Dataset entries
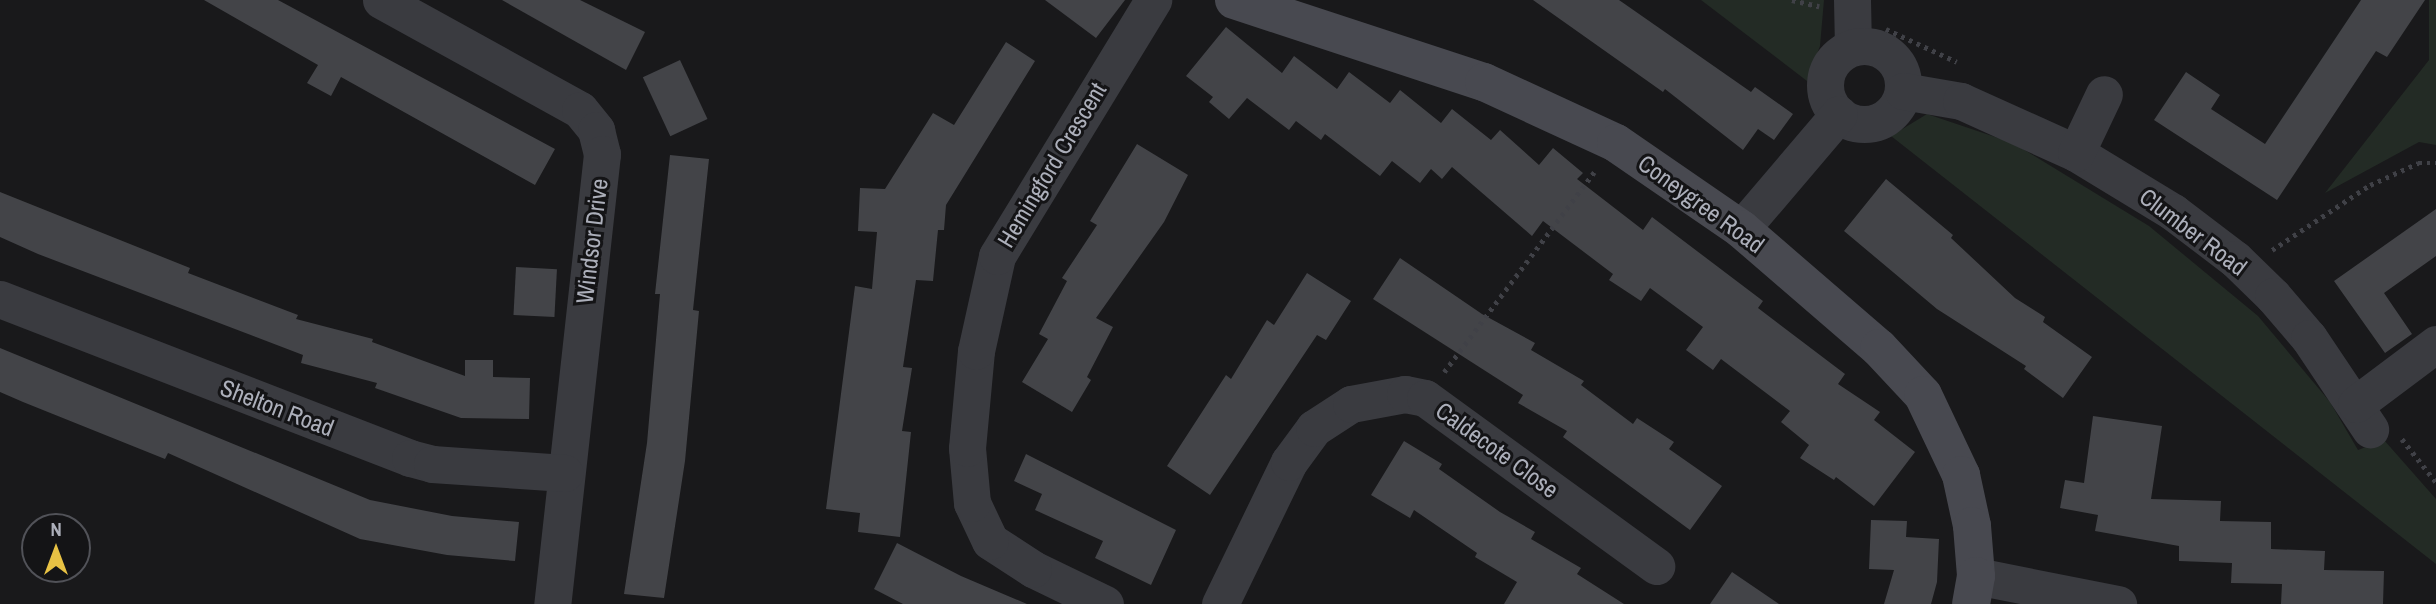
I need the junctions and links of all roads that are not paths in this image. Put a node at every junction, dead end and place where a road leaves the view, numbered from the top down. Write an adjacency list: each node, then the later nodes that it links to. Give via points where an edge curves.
1 (382, 0): 13 (street, Windsor Drive, via 580,110 596,130 603,154)
2 (1153, 0): 17 (street, Hemingford Crescent, via 997,256 976,351 967,448 972,503 990,541 1032,569)
3 (1234, 0): 10 (street, Coneygree Road, via 1484,82 1616,143)
4 (1852, 0): 5 (street)
5 (1853, 47): 6 (street, via 1867,46 1888,55 1899,70); 8 (street, via 1826,71 1826,95)
6 (1903, 91): 8 (street, via 1894,109 1873,122); 9 (street, Clumber Road, via 1961,101)
7 (2104, 94): 9 (street)
8 (1839, 114): 10 (street)
9 (2076, 153): 12 (street, Clumber Road, via 2174,212 2235,259 2309,338 2363,417)
10 (1741, 229): 15 (street, Coneygree Road, via 1879,348 1923,395 1961,475 1972,526)
11 (0, 299): 13 (street, Shelton Road, via 410,458 432,464)
12 (2436, 344)
13 (565, 473): 16 (street, Windsor Drive)
14 (1656, 566): 18 (street, Caldecote Close, via 1425,398 1405,394 1351,404 1314,428 1289,462)
15 (1973, 590): 19 (street)
16 (552, 604)
17 (1105, 604)
18 (1220, 604)
19 (2118, 604)

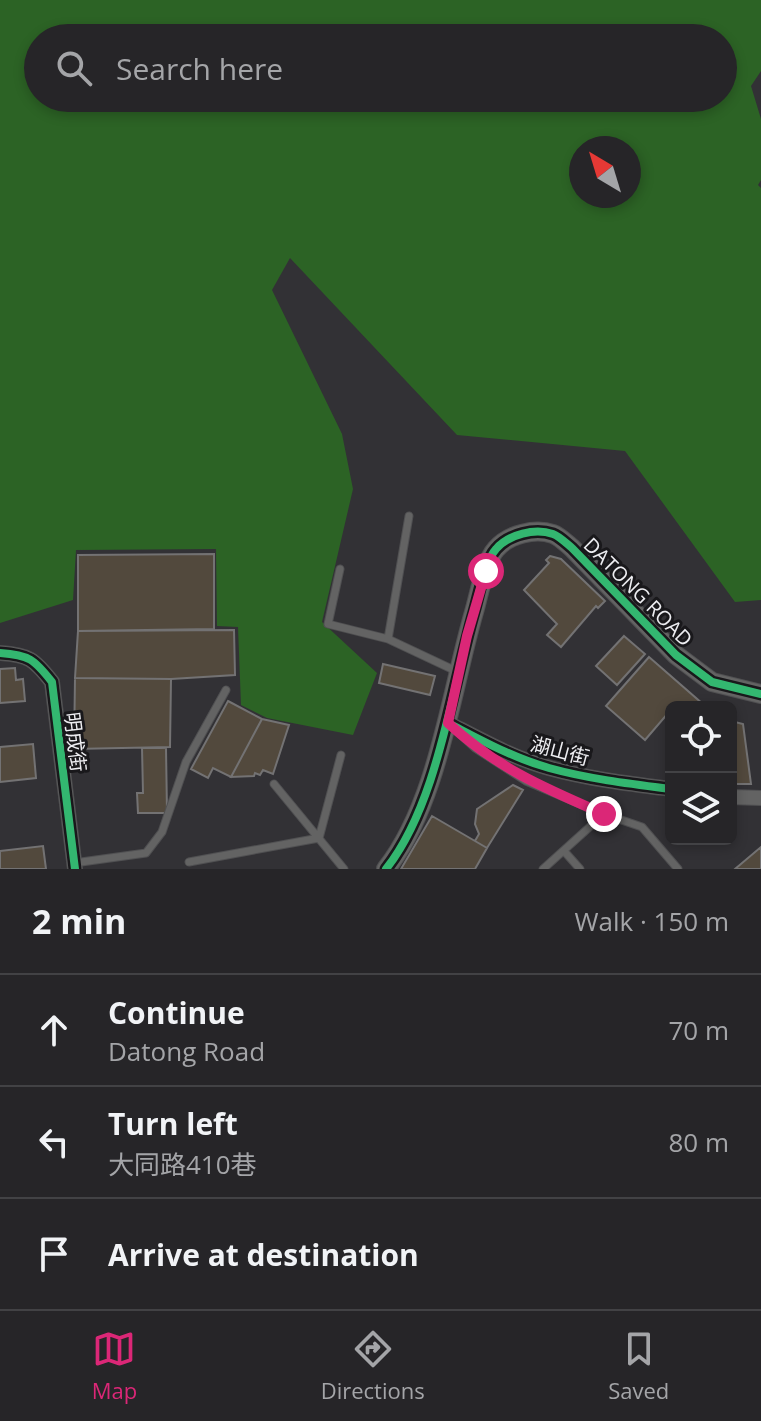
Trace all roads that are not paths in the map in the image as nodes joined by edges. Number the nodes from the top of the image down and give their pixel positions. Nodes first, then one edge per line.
1 (409, 516) dead end
2 (340, 569) dead end
3 (388, 639) junction
4 (0, 653) edge
5 (458, 672) junction
6 (226, 690) dead end
7 (761, 694) edge
8 (448, 723) junction
9 (341, 755) dead end
10 (274, 784) dead end
11 (665, 788) edge
12 (737, 797) edge
13 (761, 798) edge
14 (604, 814) junction
15 (319, 838) junction
16 (564, 851) junction
17 (189, 862) dead end
18 (75, 866) edge
19 (344, 869) edge
20 (386, 869) edge
21 (543, 869) edge
22 (580, 869) edge
23 (678, 869) edge

1 - 3 lane
2 - 3 lane
3 - 5 lane
4 - 18 street, 明成街
5 - 7 street, DATONG ROAD
5 - 8 street, DATONG ROAD
6 - 18 lane
8 - 11 street, 湖山街
8 - 14 lane
8 - 20 street, DATONG ROAD
9 - 15 lane
10 - 15 lane
12 - 13 street
14 - 16 lane
14 - 23 lane
15 - 17 lane
15 - 19 lane
16 - 21 lane
16 - 22 lane

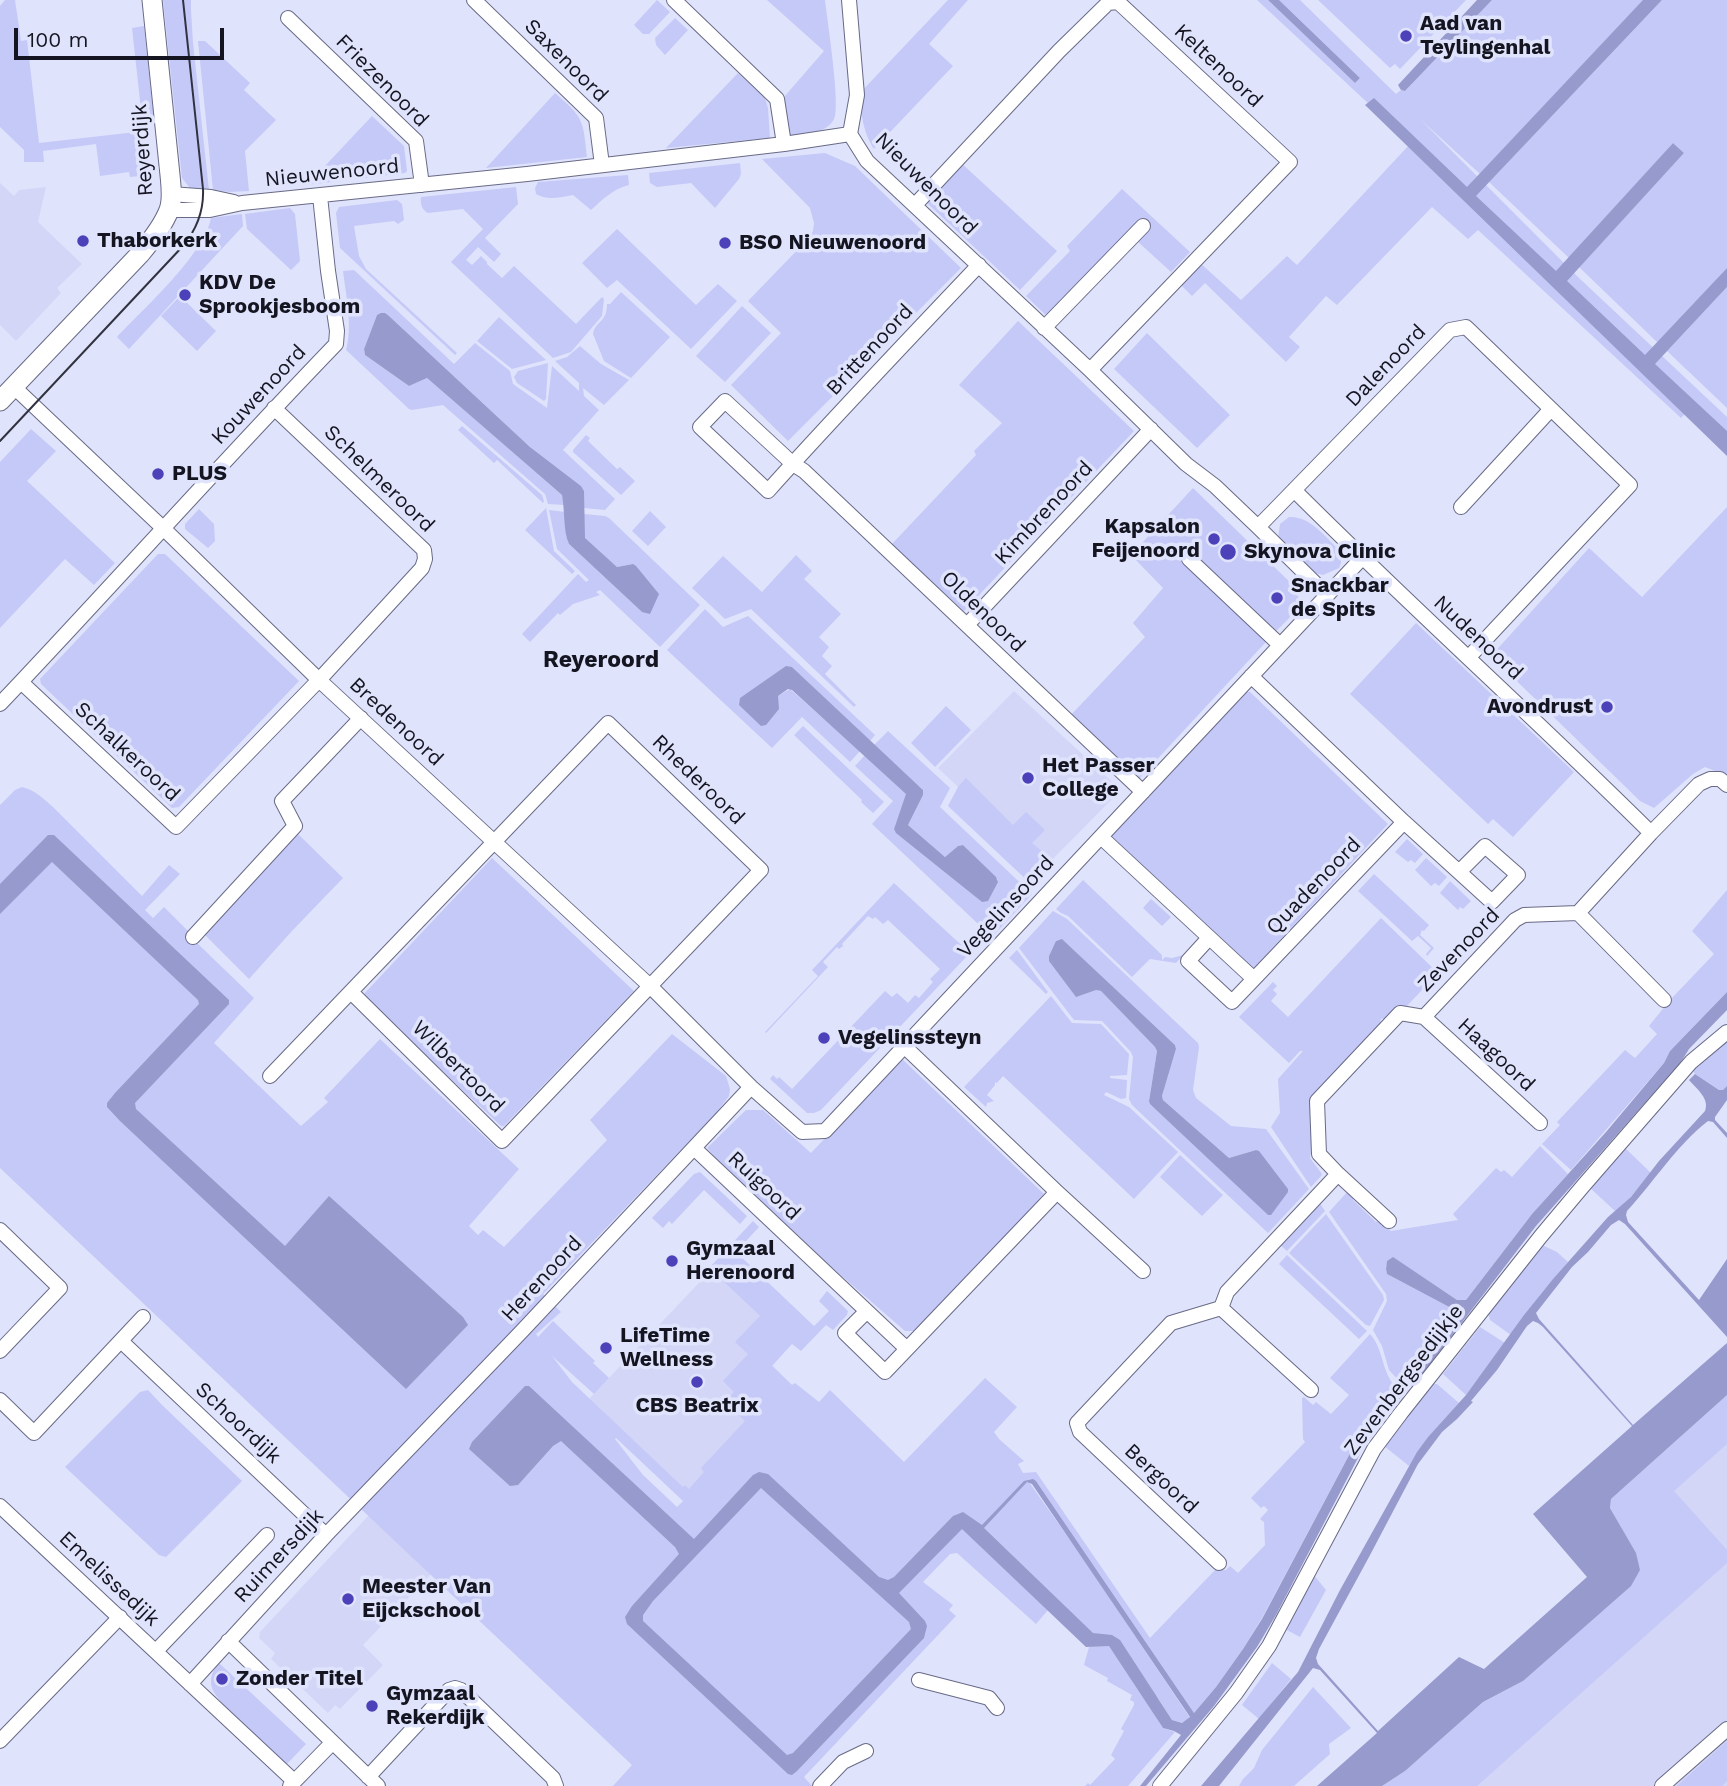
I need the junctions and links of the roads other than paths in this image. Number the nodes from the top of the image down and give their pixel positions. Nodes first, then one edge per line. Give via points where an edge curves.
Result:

Work instructions
Return only what runs from the line containing "I need the junctions and links of the" to the last line of the records above, both ends included, exactly as written.

Completed task
I need the junctions and links of the roads other than paths in this image. Number the nodes from the top of the image down and give their pixel positions. Nodes first, then one edge per line. Give via points where an edge curves.
Result:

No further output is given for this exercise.